Magic Portals and their operation

Magic portals to distant locations are uncommon in magic settings, but the concept is a well known one.  They seem to be heavily utilized in Faerun (Forgotten Realms), and I will talk a bit about that implementation.

magic_circleMagic portals in Faerun require a password to activate (like the original magic wands) and everything and everyone inside the magic circle are transported to a linked circle.  There seems to be a 1:1 relationship between circles and while it is not specified or said, there is probably a limit to the number of times a circle can be activated (daily or weekly, perhaps).  There is also a suggestion that the linking can be ‘re-tuned’ – so perhaps you could retrain the destination if you had the right information.

Magic portals could be more complex.  I designed the portal system in my current campaign to work so that the outer ring could be directed to a particular ‘address’ and you could spend the daily charge attempting to go there, but portals can be locked or set to only accept visitors during a narrowly specified time.  Most portals also spin the outer ring randomly after their use, so the address last used is lost.

Another tact for a magic portal is that of an enduring interconnecting wormhole between two places.  The wormhole might be open constantly or it might open briefly under the right astrological circumstances.  How it appears could differ – an inky, shifting blackness when a door is opened, or perhaps touching or using something causes that person to disappear and reappear at the destination.  These types of places would be as much about one’s knowledge of them as one’s ability to reach them, being perhaps part of the powerful remains of an ancient civilization.

One could also introduce a ‘Terminator’ factor to the travel and prevent metal and inorganic materials from making the trip.  This would be especially disagreeable to most parties – they’d probably rather walk the length of a continent rather than forgo the use of their treasured magic items.

More rarely, magic portals are used as traps, typically transporting the ‘victim’ deeper into a dungeon, but they could just as easily send them to a different plane of existence.

I generally prefer to go without magic portals or, if I do use them, I will go with the rare remnant of an dead civilization.  The ability for factions to create portals would be a primary weapon of war, allowing troops to ignore walls and distance.

I know that high-magic settings demand such things, but I still chafe at the difference between how they are used in the game versus how I believe that they would actually be utilized – as a tool of war.  Wow, sounds like a good idea for a campaign high-level over-arching plot…

-Kilgore
This article is a part of a series on how to customize your campaign without really doing too much laborious work.  Each article outlines an idea or a series of related ideas or concepts, each of which when fully considered and blended into your campaign will help to make it unique and more fully realized. 

Author: Kilgore

Long-time gamer, alpha techno-geek, and former infantryman

3 thoughts on “Magic Portals and their operation”

  1. There’s a couple of things I think you missed.
    1) Portals could be told where to go between multiple locations.
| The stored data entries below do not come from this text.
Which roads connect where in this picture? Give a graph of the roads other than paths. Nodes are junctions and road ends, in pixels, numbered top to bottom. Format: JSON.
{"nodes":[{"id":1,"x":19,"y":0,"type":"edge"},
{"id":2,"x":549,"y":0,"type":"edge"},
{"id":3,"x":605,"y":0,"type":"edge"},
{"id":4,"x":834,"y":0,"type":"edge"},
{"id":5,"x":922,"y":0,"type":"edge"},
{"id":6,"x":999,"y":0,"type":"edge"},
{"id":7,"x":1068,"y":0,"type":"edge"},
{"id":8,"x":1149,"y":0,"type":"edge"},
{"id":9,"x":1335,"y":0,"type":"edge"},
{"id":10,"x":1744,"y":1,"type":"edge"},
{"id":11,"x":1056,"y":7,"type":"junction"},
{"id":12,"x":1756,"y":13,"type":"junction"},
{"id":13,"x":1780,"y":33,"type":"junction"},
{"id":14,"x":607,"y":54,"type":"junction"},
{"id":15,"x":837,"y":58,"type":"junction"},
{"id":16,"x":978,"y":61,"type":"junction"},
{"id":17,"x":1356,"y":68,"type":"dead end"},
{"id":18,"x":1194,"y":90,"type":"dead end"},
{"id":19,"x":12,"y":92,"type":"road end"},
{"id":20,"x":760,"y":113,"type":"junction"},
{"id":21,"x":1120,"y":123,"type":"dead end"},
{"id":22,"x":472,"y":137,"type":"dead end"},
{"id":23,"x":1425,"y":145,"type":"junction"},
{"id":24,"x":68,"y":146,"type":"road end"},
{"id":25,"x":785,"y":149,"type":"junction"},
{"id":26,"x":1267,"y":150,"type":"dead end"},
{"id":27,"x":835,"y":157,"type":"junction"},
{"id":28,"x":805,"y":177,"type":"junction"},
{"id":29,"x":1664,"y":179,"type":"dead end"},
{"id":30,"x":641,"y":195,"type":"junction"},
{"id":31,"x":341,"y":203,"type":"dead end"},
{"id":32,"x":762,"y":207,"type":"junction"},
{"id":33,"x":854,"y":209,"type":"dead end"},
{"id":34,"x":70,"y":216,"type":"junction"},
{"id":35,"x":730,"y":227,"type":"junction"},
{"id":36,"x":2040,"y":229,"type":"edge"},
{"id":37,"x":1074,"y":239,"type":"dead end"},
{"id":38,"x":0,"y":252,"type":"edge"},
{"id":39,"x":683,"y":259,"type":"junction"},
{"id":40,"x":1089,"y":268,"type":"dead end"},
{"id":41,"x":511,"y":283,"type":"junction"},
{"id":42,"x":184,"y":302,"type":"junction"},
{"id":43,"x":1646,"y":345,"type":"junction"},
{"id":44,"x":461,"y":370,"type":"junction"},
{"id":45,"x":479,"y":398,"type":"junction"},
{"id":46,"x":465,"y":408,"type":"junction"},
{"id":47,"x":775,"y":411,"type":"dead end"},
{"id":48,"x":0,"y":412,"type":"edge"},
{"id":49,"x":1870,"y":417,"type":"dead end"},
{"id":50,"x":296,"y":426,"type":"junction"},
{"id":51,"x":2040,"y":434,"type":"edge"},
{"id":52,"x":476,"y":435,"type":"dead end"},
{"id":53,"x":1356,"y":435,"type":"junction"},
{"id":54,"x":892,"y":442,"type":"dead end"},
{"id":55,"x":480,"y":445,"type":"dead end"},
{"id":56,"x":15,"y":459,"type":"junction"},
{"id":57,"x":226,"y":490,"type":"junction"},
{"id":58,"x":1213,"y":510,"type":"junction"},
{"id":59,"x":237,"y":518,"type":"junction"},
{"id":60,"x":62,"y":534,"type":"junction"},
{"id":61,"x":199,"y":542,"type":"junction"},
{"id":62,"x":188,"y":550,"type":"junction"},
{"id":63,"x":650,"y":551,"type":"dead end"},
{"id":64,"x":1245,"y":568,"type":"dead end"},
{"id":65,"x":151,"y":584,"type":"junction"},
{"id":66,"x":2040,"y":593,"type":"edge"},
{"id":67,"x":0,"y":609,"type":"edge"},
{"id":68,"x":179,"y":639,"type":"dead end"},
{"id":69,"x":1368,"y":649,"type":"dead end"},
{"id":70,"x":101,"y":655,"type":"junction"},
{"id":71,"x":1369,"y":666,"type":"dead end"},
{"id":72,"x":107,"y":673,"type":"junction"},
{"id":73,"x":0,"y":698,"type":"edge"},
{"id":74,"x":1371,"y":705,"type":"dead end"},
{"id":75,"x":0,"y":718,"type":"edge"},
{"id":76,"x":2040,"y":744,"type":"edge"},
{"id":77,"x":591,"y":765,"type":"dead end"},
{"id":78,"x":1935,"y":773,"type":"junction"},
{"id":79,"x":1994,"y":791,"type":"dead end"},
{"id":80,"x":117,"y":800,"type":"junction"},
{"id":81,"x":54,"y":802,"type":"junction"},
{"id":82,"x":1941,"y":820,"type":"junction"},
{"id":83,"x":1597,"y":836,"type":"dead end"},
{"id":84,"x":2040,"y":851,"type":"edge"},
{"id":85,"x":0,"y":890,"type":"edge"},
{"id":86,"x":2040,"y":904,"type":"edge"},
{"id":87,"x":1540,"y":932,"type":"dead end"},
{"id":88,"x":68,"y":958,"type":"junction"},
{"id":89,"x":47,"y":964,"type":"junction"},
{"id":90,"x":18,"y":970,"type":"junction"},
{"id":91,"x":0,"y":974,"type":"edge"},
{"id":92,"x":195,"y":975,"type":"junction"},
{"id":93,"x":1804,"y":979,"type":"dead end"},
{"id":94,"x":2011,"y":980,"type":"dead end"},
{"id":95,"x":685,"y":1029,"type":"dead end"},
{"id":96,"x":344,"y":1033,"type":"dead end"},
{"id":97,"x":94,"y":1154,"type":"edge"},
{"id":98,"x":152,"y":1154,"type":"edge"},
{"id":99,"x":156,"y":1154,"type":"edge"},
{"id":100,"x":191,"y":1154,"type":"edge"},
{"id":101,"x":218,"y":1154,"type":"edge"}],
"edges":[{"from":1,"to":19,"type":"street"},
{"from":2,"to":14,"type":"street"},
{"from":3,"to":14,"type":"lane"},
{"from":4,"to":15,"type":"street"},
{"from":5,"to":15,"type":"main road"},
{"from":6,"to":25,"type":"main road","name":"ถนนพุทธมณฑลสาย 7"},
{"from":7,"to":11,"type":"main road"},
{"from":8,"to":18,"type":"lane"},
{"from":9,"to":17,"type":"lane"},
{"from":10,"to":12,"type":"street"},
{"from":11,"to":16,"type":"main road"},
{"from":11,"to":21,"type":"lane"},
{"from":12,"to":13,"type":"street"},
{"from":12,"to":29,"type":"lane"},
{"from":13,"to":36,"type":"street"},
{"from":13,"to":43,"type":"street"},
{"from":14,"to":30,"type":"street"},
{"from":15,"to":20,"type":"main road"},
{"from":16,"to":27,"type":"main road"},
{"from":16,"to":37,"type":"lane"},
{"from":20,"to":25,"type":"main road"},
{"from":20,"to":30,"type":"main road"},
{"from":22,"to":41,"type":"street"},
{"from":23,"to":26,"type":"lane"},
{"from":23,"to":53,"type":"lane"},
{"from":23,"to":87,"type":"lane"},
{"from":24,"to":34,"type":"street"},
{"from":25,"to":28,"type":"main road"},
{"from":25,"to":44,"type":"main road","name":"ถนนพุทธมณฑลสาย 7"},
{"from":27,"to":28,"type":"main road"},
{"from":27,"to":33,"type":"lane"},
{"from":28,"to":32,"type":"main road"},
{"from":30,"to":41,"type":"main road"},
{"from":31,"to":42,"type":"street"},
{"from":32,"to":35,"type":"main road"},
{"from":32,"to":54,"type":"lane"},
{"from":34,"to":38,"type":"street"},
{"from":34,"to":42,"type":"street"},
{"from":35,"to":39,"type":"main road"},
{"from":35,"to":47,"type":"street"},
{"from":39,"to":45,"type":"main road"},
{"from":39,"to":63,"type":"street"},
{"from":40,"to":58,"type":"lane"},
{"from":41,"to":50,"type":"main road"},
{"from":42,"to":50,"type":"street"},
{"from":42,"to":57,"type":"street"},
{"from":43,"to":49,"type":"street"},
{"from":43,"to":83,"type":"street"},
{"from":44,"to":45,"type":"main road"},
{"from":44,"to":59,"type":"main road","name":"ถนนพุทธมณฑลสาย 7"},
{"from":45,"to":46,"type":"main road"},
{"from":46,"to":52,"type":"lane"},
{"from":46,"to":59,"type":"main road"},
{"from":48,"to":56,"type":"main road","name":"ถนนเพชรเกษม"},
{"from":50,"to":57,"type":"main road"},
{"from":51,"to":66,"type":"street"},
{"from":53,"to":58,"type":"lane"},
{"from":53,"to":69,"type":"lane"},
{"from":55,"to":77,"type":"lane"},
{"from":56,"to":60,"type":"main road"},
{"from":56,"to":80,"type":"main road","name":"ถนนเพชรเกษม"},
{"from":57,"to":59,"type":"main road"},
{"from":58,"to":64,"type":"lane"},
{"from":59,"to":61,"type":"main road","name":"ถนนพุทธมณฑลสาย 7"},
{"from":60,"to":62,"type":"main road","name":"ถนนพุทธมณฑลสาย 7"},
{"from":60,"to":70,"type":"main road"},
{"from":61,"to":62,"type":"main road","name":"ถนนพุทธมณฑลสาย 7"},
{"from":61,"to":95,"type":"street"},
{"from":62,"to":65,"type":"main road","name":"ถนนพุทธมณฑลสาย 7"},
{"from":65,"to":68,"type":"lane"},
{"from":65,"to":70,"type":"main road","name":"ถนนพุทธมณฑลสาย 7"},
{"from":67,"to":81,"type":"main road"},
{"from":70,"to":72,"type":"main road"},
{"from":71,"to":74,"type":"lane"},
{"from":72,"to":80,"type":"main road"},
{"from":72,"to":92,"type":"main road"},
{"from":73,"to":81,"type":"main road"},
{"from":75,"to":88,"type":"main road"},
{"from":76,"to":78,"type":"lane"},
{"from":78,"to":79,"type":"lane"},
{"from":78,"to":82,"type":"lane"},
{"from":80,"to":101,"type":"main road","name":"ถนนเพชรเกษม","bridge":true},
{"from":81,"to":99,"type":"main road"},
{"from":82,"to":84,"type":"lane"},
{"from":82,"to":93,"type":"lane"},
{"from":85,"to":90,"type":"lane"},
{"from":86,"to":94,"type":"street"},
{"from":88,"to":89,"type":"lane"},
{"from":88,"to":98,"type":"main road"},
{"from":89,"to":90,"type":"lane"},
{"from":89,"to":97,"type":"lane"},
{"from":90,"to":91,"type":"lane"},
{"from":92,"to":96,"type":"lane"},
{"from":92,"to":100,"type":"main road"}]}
Think of this as the Stargate phenomenon.
    2) They could be operated only by a specific race, class, bloodline, or alignment, all others are rejected and end up in a random location XdY miles from the starting point in one of the 8 cardinal directions, determined randomly, or it simply doesn’t work at all.
    3) It could require special materials to activate, which are consumed upon each use
    4) It could require a complex choreographed ceremony (adding to your idea of special timing), and one misstep causes it to fail.
    5) It could be set up as a type of a thing that cycles through various locations at specific (or random) intervals.

    1. I especially like #4, Jesse, since one of my conceptual objections is how quickly easily operated portals would become an element of warfare. #2 is also pretty neat, lending itself towards a ‘keeper’ race.

      1. When you watch as much cartoons, anime & movies and read sf/ fantasy as I do, such ideas come naturally.
        Also, (and this idea comes from the Yu-gi-oh anime (not the card game, which has different rules)), ala the “Mystic box” card. The transport itself could need the sacrifice of a life (or of a powerful creature of X level), a sticky moral situation when it comes to a party of lawful good characters.